Enrichment analysis delineates cancer risk pathways and cancer hallmark-associated GO terms.

R statistical software was used for visualization of the enrichment results. The bubble size indicates the p value of hypergeometric test between each term and each cancer risk pathway, and different color corresponds to different FDRs. The darker of the color, the smaller of the FDR.

It was demonstrated that each cancer risk pathway enriched at least one hallmark-associated GO terms of cancers.
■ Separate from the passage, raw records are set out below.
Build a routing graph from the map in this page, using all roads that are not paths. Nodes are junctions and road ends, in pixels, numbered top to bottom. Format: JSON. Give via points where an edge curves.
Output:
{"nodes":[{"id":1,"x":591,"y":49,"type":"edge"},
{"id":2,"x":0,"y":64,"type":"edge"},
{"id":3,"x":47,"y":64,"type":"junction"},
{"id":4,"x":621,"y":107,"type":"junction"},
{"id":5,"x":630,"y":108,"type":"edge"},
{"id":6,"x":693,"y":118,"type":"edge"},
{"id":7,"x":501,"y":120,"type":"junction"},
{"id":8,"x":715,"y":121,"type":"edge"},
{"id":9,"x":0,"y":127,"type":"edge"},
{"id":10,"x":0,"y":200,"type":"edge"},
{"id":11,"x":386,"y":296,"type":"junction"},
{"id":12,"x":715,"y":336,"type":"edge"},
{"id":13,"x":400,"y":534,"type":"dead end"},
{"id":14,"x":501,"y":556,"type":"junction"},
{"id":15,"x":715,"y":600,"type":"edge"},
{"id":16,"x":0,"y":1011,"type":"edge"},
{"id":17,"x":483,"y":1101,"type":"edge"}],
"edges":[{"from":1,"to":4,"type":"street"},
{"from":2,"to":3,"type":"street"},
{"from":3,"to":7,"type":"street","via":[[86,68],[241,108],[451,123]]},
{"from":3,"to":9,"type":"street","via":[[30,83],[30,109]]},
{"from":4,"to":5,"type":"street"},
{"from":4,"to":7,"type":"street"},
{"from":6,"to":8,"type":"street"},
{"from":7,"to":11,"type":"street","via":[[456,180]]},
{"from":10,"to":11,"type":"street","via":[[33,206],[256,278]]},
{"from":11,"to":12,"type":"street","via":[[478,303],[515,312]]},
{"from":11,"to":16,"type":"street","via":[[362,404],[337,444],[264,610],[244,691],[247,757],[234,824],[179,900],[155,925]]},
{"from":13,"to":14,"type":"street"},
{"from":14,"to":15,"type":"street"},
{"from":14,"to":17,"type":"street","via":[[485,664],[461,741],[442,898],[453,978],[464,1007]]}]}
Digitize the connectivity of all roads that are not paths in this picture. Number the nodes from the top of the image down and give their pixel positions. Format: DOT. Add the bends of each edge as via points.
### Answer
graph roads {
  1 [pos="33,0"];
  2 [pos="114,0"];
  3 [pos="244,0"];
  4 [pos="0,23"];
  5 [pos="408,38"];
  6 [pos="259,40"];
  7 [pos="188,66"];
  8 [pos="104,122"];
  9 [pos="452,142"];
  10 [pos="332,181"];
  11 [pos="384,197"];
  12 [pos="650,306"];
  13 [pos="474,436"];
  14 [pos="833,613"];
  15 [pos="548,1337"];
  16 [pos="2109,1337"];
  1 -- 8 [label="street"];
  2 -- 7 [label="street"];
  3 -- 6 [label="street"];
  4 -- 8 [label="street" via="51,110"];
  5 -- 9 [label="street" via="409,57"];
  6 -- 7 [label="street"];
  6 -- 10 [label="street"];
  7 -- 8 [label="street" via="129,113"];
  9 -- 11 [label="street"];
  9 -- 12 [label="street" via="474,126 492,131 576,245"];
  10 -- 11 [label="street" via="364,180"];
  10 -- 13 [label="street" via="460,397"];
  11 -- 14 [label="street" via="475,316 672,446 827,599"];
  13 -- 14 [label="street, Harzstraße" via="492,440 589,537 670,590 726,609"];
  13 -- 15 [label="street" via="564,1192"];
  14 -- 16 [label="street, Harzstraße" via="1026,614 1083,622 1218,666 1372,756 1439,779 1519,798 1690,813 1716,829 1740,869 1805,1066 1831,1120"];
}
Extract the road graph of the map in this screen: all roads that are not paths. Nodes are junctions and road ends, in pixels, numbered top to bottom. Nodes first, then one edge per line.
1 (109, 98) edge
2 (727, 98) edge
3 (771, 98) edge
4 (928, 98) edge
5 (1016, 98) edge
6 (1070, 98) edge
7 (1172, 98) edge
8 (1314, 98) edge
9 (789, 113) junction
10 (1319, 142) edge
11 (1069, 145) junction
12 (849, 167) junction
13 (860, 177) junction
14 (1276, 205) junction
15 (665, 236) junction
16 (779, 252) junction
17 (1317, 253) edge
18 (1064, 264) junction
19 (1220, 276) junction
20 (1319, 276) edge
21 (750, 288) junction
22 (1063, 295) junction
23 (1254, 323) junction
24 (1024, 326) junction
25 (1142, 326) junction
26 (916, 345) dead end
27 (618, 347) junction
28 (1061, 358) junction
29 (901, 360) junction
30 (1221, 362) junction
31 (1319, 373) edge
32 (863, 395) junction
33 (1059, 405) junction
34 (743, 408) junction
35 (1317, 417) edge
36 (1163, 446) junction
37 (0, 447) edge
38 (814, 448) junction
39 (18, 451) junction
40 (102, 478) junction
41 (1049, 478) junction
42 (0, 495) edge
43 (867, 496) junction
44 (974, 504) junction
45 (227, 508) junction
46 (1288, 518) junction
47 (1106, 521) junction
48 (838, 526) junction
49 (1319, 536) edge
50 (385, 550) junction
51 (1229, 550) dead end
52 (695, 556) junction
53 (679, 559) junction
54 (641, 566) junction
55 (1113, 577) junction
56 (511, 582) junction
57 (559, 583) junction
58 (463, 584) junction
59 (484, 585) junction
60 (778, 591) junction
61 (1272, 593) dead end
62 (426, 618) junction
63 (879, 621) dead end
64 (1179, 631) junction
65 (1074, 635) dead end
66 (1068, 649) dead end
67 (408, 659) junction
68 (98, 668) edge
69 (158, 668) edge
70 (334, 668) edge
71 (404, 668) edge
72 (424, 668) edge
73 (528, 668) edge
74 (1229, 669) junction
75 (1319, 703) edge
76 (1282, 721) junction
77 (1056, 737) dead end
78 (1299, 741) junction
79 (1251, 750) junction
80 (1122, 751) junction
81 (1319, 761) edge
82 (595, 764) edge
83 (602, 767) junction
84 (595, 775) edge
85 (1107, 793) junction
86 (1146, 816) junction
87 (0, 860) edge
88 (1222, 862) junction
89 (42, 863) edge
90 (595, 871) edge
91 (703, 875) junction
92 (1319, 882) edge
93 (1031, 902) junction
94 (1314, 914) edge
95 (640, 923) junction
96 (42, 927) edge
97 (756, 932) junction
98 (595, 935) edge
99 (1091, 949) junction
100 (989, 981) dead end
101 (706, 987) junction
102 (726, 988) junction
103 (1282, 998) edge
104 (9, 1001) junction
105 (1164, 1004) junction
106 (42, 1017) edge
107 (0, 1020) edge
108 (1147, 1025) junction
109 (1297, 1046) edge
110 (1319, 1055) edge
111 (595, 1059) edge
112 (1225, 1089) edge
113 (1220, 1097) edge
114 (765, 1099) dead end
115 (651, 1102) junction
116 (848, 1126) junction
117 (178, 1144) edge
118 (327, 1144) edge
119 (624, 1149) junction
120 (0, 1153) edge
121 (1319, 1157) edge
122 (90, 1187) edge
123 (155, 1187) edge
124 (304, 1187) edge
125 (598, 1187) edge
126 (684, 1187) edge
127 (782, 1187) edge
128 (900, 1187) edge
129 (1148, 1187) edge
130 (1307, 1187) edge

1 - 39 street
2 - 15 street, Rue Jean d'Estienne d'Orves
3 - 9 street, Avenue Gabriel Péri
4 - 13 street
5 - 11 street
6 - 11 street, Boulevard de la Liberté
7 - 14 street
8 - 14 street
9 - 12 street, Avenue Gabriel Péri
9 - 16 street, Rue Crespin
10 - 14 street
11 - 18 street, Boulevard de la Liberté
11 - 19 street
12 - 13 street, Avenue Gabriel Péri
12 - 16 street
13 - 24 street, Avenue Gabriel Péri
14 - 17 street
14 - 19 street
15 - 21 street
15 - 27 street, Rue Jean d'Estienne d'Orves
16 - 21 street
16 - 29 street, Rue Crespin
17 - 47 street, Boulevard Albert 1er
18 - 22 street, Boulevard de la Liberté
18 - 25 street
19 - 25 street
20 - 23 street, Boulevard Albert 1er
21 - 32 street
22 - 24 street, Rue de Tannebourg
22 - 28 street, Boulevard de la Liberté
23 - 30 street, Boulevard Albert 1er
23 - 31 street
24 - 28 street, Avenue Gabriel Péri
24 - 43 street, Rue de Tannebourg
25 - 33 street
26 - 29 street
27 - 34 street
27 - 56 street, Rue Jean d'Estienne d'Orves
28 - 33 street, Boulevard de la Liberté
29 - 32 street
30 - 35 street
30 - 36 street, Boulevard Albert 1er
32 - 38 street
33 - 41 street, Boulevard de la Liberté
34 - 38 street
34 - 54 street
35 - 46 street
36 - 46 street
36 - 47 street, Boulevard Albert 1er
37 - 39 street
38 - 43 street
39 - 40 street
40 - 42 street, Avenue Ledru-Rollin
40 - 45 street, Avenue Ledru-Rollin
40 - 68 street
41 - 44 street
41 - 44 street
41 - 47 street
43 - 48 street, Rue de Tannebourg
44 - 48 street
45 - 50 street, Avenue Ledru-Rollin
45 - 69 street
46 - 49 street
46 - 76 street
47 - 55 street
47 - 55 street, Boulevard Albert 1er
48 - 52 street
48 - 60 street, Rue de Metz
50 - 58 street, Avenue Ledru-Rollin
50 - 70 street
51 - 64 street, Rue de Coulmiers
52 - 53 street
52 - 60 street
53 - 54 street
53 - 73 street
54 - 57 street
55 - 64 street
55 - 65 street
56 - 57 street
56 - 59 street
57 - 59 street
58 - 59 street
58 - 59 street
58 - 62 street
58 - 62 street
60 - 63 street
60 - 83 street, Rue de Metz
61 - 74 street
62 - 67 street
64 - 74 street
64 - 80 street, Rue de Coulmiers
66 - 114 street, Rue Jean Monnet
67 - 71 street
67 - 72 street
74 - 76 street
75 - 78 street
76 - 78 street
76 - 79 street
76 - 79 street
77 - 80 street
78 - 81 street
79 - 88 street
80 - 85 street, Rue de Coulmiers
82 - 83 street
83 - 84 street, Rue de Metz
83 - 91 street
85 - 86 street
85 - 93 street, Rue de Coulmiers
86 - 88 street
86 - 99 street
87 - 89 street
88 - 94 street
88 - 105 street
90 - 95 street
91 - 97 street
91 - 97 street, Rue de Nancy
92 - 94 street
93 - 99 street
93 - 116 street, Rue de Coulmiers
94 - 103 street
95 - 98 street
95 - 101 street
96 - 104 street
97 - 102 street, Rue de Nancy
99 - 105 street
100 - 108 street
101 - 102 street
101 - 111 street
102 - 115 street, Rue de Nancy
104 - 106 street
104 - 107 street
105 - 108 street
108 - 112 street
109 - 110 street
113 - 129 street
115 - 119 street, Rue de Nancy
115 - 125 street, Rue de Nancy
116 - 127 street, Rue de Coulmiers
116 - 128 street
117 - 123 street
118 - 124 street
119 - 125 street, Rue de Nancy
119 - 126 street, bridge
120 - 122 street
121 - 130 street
In total, six cancer risk pathways were enriched in fourteen hallmark-associated GO terms of cancers. Among them, two cancer risk pathway “APC/C-mediated degradation of cell cycle proteins” and “Defensins” were enriched with nine hallmark-associated GO terms, respectively. “PLK1 signaling events” enriched with eight hallmark-associated GO terms and “Beta defensins” enriched with three hallmark-associated GO terms.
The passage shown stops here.